◆ **WHAT IS REQUIRED**:
Read through the listing below, and copy every line where the string "Avenue" appears.

Top of PROVIDED INFORMATION

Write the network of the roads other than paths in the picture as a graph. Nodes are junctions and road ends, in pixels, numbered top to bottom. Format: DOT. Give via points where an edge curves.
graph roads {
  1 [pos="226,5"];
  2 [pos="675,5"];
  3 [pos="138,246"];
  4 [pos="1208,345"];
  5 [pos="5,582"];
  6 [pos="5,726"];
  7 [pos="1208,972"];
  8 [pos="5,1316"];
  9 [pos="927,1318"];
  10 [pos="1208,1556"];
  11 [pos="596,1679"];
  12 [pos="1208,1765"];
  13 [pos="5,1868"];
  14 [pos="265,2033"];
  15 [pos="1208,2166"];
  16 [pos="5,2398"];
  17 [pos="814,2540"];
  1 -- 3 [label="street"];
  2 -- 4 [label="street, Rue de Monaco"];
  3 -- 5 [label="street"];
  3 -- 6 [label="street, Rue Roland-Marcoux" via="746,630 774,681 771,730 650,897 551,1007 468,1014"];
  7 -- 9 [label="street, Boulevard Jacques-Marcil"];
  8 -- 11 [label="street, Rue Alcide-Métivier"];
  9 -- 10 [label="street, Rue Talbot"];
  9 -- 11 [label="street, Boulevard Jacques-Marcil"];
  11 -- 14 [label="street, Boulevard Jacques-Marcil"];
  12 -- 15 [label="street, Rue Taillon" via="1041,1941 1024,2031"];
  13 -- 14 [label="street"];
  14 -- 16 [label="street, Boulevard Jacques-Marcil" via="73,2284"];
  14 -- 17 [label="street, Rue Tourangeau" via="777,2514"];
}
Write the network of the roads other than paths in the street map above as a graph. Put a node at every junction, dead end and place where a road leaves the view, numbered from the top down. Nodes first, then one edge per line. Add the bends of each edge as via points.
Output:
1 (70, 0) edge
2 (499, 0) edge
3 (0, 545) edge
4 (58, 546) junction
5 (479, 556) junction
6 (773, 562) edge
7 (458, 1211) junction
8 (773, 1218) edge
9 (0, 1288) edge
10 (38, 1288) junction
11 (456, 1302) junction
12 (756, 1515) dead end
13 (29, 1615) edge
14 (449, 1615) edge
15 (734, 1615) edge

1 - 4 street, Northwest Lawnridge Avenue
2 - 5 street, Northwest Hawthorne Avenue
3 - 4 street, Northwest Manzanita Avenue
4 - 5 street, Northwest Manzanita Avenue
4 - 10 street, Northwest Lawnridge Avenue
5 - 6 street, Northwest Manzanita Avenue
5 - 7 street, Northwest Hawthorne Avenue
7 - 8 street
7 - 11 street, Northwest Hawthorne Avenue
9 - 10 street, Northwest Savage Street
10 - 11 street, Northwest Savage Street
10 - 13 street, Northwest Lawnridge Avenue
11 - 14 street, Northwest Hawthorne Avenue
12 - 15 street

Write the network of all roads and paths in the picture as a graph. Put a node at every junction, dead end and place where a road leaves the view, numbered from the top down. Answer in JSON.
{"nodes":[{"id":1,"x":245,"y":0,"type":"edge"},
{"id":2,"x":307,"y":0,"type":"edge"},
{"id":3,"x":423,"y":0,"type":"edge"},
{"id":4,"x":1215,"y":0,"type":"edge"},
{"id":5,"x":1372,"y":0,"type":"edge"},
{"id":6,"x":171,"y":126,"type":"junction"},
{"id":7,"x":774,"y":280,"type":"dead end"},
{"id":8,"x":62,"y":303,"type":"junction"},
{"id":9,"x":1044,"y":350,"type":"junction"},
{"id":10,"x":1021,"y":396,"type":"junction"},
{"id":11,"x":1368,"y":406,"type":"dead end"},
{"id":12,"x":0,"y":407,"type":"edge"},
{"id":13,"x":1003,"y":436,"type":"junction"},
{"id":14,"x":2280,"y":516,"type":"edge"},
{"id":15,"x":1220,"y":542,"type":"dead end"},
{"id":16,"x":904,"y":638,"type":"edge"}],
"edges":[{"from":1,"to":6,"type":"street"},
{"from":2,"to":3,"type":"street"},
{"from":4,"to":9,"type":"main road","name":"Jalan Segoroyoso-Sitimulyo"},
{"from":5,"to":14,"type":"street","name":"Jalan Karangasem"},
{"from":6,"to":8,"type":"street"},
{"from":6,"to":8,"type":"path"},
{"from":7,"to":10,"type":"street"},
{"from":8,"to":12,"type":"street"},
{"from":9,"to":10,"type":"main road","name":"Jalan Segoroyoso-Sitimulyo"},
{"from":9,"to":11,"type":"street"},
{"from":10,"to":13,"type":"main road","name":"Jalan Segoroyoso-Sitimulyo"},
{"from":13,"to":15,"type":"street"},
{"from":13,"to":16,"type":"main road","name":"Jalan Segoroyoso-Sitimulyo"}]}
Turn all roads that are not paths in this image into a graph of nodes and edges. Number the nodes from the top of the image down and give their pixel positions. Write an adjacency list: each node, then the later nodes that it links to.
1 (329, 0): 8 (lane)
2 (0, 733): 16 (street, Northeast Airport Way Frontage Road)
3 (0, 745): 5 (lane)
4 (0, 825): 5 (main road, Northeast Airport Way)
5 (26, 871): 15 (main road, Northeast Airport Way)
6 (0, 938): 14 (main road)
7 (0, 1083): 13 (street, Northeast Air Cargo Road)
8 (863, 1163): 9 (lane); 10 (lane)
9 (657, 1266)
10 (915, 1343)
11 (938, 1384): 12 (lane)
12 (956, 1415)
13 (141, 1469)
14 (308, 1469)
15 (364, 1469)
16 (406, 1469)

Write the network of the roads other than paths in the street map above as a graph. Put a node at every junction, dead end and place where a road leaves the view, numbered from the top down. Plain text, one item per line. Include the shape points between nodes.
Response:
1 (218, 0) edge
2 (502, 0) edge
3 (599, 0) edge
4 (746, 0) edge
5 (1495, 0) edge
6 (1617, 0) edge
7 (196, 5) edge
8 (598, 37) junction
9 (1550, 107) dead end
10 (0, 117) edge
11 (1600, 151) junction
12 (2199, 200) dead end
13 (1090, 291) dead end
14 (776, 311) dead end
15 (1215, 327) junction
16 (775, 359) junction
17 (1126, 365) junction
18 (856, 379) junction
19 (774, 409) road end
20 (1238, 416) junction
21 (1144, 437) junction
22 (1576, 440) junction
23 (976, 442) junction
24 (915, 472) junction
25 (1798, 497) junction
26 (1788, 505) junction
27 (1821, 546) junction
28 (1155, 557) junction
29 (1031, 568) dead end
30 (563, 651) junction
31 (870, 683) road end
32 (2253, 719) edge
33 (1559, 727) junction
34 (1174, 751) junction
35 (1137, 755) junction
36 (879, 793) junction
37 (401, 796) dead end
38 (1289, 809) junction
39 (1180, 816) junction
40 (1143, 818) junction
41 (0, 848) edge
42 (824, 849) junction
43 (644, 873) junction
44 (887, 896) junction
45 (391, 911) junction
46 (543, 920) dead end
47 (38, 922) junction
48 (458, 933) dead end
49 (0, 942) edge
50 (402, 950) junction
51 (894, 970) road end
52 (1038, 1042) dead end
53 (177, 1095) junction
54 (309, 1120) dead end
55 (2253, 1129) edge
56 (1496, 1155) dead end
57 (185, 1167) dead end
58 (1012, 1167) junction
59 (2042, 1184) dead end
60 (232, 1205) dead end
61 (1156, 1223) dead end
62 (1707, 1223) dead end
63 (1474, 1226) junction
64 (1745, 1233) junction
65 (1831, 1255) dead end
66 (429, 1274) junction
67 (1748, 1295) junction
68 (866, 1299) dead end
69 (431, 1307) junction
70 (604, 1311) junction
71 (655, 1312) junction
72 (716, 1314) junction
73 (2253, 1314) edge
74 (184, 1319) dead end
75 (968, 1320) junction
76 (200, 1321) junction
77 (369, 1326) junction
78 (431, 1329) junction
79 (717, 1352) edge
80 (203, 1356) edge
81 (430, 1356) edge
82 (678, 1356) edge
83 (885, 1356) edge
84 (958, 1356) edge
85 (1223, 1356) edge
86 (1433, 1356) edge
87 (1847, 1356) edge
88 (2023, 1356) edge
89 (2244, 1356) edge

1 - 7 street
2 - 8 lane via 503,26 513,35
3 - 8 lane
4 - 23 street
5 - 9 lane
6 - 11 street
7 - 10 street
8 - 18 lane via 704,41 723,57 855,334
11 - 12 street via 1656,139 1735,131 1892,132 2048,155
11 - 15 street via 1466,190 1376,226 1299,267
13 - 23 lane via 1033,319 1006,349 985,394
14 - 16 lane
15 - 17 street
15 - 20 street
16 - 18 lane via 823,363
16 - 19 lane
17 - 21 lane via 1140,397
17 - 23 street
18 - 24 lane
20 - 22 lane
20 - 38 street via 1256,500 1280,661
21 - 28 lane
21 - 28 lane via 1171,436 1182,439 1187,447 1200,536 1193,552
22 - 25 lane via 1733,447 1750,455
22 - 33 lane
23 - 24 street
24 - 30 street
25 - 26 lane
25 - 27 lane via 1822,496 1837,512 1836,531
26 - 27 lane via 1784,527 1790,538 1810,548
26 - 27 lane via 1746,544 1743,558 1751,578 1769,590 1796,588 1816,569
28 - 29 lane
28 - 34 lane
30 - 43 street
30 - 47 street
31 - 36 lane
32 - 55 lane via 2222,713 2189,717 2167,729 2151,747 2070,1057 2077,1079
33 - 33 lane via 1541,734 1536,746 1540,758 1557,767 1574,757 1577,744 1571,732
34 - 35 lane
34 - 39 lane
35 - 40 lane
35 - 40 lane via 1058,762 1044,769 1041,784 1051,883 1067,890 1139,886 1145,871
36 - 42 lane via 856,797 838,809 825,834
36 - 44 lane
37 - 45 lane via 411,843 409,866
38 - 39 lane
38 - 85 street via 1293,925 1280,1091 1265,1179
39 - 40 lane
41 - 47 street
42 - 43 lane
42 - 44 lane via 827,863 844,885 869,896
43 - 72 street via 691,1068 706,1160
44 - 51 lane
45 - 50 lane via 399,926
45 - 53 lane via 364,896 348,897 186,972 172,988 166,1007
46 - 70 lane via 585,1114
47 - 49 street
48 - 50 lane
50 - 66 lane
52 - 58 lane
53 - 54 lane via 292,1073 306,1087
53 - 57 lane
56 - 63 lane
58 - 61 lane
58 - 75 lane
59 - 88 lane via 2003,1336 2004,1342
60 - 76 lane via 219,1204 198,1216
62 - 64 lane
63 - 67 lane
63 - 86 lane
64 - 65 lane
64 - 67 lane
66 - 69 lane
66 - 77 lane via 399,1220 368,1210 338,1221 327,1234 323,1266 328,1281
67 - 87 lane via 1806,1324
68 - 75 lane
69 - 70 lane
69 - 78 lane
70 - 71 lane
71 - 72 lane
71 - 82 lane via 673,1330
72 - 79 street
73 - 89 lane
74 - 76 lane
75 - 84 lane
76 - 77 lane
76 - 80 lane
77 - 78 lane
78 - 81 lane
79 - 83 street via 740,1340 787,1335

Bottom of PROVIDED INFORMATION

◆ **RESPONSE BELOW**:
1 - 4 street, Northwest Lawnridge Avenue
2 - 5 street, Northwest Hawthorne Avenue
3 - 4 street, Northwest Manzanita Avenue
4 - 5 street, Northwest Manzanita Avenue
4 - 10 street, Northwest Lawnridge Avenue
5 - 6 street, Northwest Manzanita Avenue
5 - 7 street, Northwest Hawthorne Avenue
7 - 11 street, Northwest Hawthorne Avenue
10 - 13 street, Northwest Lawnridge Avenue
11 - 14 street, Northwest Hawthorne Avenue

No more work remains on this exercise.